Activity:
The lines to find are those in the entries that hold the word "Anna"; copy every one of them.

○ ○ ○ ○

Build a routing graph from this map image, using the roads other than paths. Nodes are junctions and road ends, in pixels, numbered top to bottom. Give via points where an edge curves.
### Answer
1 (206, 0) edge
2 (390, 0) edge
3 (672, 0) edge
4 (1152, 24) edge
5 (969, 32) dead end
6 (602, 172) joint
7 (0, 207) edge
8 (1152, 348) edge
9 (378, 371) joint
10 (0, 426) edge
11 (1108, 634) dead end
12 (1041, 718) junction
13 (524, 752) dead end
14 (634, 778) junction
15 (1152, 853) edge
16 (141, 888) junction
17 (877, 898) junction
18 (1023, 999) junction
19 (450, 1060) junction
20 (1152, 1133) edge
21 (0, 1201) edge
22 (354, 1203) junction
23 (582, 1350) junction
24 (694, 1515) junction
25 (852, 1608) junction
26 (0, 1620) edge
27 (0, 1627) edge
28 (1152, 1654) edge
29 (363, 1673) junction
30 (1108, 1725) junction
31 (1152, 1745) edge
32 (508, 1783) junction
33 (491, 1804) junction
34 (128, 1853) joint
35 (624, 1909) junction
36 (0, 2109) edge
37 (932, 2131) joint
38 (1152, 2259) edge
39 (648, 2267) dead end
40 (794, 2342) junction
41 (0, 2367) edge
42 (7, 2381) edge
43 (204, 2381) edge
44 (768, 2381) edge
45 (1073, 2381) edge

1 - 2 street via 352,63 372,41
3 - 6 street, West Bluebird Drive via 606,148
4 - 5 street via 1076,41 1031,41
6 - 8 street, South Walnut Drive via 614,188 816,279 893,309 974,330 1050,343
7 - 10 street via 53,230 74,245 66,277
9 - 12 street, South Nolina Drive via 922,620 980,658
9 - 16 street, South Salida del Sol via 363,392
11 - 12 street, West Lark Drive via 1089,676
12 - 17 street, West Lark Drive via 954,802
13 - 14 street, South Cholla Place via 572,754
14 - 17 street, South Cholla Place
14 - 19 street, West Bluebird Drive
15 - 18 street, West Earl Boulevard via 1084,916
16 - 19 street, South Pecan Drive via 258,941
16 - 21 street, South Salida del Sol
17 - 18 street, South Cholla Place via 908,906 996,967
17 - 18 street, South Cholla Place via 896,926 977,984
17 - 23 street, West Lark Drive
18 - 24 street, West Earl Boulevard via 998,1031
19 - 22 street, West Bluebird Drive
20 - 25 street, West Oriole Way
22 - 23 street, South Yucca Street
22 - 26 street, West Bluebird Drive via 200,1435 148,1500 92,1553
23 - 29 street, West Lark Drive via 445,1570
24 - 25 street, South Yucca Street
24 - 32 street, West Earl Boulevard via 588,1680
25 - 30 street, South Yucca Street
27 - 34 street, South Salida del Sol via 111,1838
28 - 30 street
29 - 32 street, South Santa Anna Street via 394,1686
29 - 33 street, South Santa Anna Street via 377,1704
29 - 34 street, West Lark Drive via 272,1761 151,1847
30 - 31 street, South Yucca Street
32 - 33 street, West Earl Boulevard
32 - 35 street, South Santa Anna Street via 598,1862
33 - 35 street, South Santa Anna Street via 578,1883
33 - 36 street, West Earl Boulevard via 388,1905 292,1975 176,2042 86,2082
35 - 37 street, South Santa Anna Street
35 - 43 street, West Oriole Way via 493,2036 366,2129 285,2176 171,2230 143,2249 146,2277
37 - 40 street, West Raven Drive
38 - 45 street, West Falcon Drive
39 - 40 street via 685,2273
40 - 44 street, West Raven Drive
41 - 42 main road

○ ○ ○ ○

Response:
29 - 32 street, South Santa Anna Street via 394,1686
29 - 33 street, South Santa Anna Street via 377,1704
32 - 35 street, South Santa Anna Street via 598,1862
33 - 35 street, South Santa Anna Street via 578,1883
35 - 37 street, South Santa Anna Street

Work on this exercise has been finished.